欧州のクラウドインフラ市場は2024年に610億ユーロという巨大規模に達した。しかし、この成長の恩恵を受けているのは米国のハイパースケーラーだ。Synergy Research Groupの調査によると、AWS、Microsoft、Googleの3社が合計70%の市場シェアを占有している。

この圧倒的な支配的地位の背景には、米国ハイパースケーラーの桁違いの投資力がある。四半期ごとに約100億ユーロという巨額の設備投資を継続し、欧州全域で140を超えるハイパースケールデータセンターを運営している。この規模の投資により実現される低遅延と高い回復力は、どの地元事業者も真似できない競争優位性となっている。

欧州の地元事業者も決して手をこまねいていたわけではない。2017年から2024年にかけて収益は3倍以上に増加した。しかし、市場全体が6倍に成長したため、相対的な地位は大幅に低下した。ドイツのSAPやDeutsche Telekomでさえ、それぞれ欧州市場でわずか2%のシェアしか持たない。これは資金力の差が決定的要因であることを如実に示している。

先行者利益とAI革命の追い風

米国企業の支配には歴史的な先行者利益がある。
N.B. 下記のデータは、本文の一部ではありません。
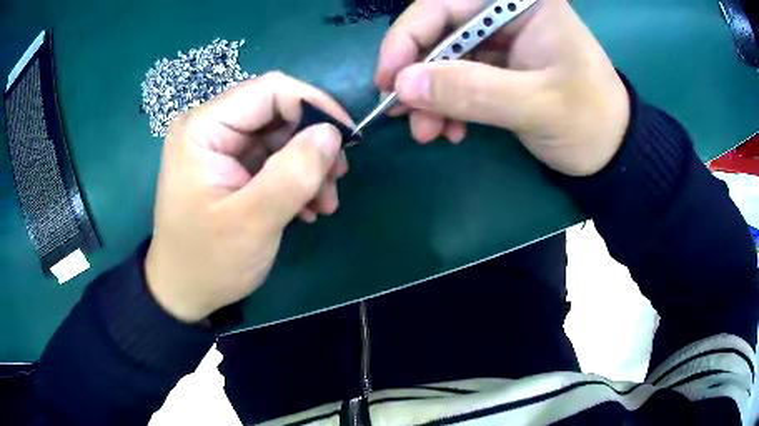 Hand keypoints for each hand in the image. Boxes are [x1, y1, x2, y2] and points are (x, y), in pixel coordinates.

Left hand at [145, 72, 351, 322]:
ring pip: (280, 136)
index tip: (347, 139)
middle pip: (278, 111)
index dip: (315, 106)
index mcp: (203, 128)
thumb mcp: (252, 222)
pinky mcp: (230, 166)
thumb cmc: (208, 261)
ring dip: (308, 166)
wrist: (184, 292)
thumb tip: (332, 133)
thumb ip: (293, 173)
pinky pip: (272, 158)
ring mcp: (220, 147)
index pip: (270, 90)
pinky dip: (295, 179)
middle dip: (313, 143)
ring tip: (324, 204)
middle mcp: (210, 127)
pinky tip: (307, 209)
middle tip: (337, 180)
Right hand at [376, 0, 629, 176]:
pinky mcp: (499, 64)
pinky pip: (459, 76)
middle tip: (405, 115)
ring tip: (429, 133)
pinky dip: (448, 104)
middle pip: (440, 29)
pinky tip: (451, 130)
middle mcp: (506, 11)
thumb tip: (403, 86)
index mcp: (522, 2)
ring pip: (445, 56)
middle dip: (420, 74)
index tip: (389, 80)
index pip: (446, 3)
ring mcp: (501, 38)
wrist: (611, 152)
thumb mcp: (536, 106)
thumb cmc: (589, 122)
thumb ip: (472, 91)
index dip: (408, 36)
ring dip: (431, 95)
Amazonは2002年にAWSを設立し、2006年にはS3やEC2を開始した。Microsoftは2008年にAzure、Googleは同年にApp Engineを発表している。「列車は何年も前に駅を出発したが、その列車に欧州企業は乗っていなかった」とアナリストは指摘する。
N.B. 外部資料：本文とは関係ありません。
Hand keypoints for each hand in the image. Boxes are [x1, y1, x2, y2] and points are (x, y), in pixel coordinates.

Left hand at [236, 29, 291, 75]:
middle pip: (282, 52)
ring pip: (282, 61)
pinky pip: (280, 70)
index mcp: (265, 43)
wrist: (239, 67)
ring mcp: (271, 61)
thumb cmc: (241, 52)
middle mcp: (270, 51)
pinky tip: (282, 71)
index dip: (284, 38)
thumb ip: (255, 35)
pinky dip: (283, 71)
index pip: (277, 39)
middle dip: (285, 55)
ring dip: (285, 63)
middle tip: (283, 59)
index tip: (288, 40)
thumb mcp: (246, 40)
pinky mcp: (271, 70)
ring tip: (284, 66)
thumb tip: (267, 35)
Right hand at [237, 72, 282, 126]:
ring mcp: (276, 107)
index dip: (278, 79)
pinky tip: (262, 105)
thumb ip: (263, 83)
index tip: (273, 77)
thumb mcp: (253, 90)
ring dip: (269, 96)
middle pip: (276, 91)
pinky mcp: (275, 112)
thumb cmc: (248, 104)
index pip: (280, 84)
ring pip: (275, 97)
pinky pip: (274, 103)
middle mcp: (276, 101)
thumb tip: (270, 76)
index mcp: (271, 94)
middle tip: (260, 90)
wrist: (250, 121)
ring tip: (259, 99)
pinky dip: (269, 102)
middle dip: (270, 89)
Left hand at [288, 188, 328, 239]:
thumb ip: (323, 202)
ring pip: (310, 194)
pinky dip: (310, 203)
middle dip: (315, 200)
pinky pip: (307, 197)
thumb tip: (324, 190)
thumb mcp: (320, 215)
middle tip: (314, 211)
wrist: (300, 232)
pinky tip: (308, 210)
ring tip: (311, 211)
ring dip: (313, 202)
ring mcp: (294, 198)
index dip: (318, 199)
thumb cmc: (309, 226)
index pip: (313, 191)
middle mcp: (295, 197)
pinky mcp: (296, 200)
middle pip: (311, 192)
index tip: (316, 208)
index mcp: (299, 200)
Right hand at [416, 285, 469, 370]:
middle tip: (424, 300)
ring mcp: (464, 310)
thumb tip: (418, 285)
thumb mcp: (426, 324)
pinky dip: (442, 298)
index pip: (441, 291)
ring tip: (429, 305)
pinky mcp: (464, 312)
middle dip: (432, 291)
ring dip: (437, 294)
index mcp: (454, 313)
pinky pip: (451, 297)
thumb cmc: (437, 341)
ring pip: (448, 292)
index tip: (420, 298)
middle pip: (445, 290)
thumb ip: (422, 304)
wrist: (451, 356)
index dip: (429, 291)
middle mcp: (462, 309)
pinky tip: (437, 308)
近年の生成AIブームは、この支配をさらに強化している。AIは市場成長の少なくとも半分を牽引しており、GPUaaSやGenAI PaaSといった生成AI特化型サービスは140%から160%の驚異的な成長率を記録している。大規模なAIモデルの実行には膨大な計算能力が必要で、これを提供できるのはハイパースケーラーのみだ。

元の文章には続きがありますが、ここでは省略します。